Extrait d’un article sur Actualitté : Promis, Amazon va faire quelque chose. D’ici deux semaines, maximum, une mise à jour pour le Kindle Fire sera lancée, pour résoudre l’ensemble des problèmes rencontrés par les utilisateurs. En cause, deux gros soucis : la navigation multitouch et les performances générales, assez décevantes. Ce qui rend la machine effectivement moins attractive.

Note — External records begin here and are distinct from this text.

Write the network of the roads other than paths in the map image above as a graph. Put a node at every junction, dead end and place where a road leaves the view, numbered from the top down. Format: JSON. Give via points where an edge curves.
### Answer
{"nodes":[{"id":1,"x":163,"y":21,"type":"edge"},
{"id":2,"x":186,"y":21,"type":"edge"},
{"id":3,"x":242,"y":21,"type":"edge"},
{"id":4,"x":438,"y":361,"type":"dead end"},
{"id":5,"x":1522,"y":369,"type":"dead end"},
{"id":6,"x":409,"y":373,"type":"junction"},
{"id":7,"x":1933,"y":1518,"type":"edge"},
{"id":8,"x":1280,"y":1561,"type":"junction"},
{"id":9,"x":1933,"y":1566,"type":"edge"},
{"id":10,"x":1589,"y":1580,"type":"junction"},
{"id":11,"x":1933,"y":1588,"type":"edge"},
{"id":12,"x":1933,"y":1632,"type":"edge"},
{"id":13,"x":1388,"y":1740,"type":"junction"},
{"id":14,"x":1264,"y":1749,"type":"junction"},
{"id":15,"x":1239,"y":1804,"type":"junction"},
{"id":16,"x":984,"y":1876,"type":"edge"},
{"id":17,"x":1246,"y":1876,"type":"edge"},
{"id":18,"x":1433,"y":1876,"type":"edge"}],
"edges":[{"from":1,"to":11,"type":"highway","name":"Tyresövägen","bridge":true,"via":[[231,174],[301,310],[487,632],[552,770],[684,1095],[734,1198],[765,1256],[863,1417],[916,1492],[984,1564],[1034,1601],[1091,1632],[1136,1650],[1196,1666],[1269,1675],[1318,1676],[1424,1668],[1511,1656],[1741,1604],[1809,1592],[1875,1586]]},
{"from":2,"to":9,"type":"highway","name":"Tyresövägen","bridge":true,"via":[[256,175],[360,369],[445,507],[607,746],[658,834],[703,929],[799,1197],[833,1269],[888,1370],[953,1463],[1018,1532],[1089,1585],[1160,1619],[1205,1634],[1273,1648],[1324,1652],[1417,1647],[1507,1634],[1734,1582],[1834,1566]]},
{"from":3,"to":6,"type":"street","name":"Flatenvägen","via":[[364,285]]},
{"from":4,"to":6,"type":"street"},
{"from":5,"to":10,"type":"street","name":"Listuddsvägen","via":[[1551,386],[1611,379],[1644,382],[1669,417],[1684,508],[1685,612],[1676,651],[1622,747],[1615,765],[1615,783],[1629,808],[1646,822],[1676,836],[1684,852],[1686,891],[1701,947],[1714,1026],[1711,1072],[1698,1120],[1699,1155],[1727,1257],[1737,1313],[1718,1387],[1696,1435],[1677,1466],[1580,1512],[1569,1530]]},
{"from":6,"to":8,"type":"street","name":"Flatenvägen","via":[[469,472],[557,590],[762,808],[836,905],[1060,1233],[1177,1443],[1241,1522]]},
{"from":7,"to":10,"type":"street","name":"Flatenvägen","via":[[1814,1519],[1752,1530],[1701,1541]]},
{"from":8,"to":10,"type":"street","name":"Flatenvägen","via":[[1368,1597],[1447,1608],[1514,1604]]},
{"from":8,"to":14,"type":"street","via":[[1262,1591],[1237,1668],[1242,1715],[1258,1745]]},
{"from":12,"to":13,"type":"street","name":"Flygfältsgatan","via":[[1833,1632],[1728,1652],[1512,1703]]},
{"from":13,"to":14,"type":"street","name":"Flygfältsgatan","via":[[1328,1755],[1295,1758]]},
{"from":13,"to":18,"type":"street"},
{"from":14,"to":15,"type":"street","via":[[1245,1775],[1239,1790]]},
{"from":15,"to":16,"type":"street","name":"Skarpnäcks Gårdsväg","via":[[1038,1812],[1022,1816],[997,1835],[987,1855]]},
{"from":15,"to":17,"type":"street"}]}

C’est que les consommateurs sur Amazon n’ont pas tardé à pointer une multitude de problèmes, parfois aléatoires – ce qui est plus rageant encore.

De son côté, Jakob Nielsen, du cabinet d’analyse est plutôt pessimiste : après avoir pointé les différents défauts et autres problèmes d’ergonomie, il voit l’avenir en noir pour Amazon. Pour les utilisateurs qui n’avaient pas des doigts aussi minces que des cures-dents, l’écran pouvait en effet être particulièrement frustrant à manipuler, écrivait-il. « Je sens que le Fire va être un échec. Je ne peux pas recommander cet achat », assure-t-il. « Toutes ces petites choses s’accumulent pour faire d’un appareil qui pourrait être excellent un produit tout juste acceptable », précise un client dans les commentaires laissés sur le Kindle Fire.